DIRECTIONS: The answer must be the full listing, word for word, with no pictures in it.

PROVIDED INFORMATION:
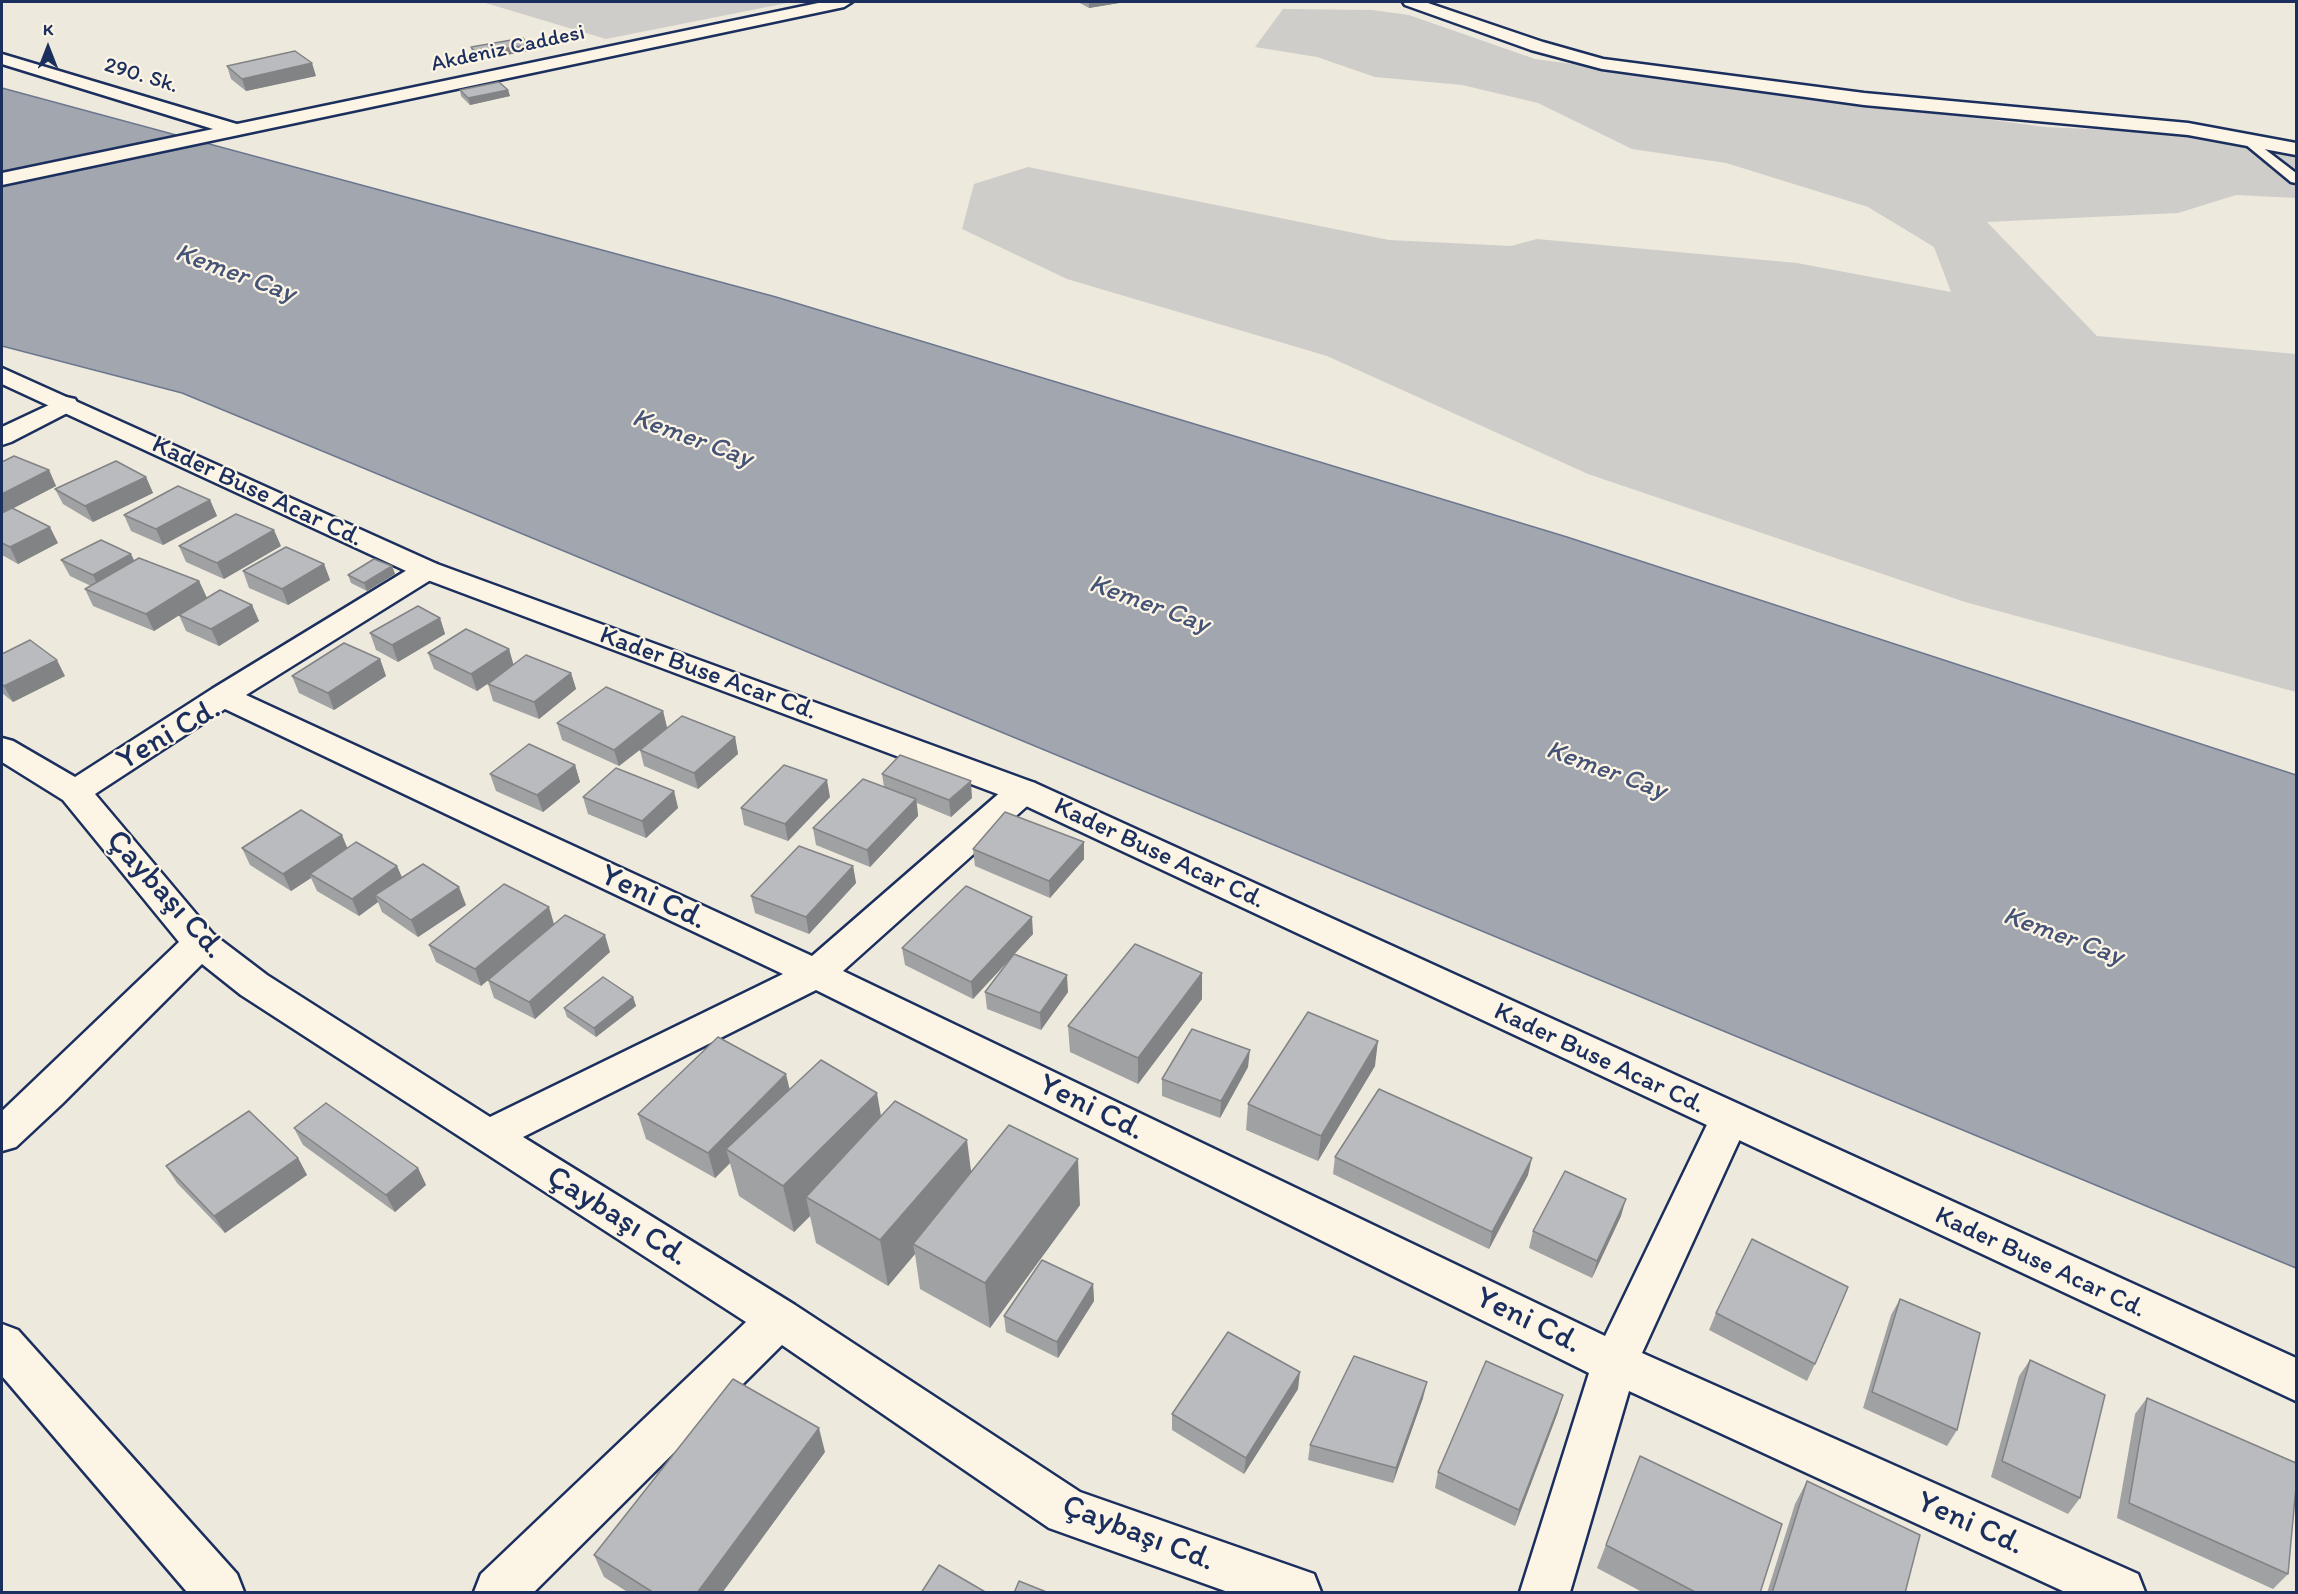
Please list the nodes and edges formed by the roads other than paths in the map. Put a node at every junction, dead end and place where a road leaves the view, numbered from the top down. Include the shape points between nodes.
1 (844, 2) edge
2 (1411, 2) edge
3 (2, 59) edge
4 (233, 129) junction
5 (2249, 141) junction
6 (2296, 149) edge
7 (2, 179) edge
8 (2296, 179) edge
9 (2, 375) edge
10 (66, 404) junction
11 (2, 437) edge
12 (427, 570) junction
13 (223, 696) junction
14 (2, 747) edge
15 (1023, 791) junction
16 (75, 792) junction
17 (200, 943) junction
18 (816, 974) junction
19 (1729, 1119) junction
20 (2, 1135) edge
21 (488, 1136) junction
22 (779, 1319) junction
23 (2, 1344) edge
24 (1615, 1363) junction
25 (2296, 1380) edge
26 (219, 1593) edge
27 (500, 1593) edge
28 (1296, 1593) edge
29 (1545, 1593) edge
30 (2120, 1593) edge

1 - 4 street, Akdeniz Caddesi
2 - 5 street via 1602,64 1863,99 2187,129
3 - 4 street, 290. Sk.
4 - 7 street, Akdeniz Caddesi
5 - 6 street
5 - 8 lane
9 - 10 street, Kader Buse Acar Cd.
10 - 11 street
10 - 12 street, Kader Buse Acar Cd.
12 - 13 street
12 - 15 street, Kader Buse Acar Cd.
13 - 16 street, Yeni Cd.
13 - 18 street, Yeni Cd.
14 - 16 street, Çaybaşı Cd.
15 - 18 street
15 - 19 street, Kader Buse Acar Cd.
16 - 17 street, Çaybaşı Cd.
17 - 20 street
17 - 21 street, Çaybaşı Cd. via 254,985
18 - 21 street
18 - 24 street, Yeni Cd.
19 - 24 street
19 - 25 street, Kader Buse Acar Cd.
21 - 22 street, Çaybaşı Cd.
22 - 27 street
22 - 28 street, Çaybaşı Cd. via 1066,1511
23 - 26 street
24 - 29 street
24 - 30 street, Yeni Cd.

WRITTEN ANSWER:
Please list the nodes and edges formed by the roads other than paths in the map. Put a node at every junction, dead end and place where a road leaves the view, numbered from the top down. Include the shape points between nodes.
1 (844, 2) edge
2 (1411, 2) edge
3 (2, 59) edge
4 (233, 129) junction
5 (2249, 141) junction
6 (2296, 149) edge
7 (2, 179) edge
8 (2296, 179) edge
9 (2, 375) edge
10 (66, 404) junction
11 (2, 437) edge
12 (427, 570) junction
13 (223, 696) junction
14 (2, 747) edge
15 (1023, 791) junction
16 (75, 792) junction
17 (200, 943) junction
18 (816, 974) junction
19 (1729, 1119) junction
20 (2, 1135) edge
21 (488, 1136) junction
22 (779, 1319) junction
23 (2, 1344) edge
24 (1615, 1363) junction
25 (2296, 1380) edge
26 (219, 1593) edge
27 (500, 1593) edge
28 (1296, 1593) edge
29 (1545, 1593) edge
30 (2120, 1593) edge

1 - 4 street, Akdeniz Caddesi
2 - 5 street via 1602,64 1863,99 2187,129
3 - 4 street, 290. Sk.
4 - 7 street, Akdeniz Caddesi
5 - 6 street
5 - 8 lane
9 - 10 street, Kader Buse Acar Cd.
10 - 11 street
10 - 12 street, Kader Buse Acar Cd.
12 - 13 street
12 - 15 street, Kader Buse Acar Cd.
13 - 16 street, Yeni Cd.
13 - 18 street, Yeni Cd.
14 - 16 street, Çaybaşı Cd.
15 - 18 street
15 - 19 street, Kader Buse Acar Cd.
16 - 17 street, Çaybaşı Cd.
17 - 20 street
17 - 21 street, Çaybaşı Cd. via 254,985
18 - 21 street
18 - 24 street, Yeni Cd.
19 - 24 street
19 - 25 street, Kader Buse Acar Cd.
21 - 22 street, Çaybaşı Cd.
22 - 27 street
22 - 28 street, Çaybaşı Cd. via 1066,1511
23 - 26 street
24 - 29 street
24 - 30 street, Yeni Cd.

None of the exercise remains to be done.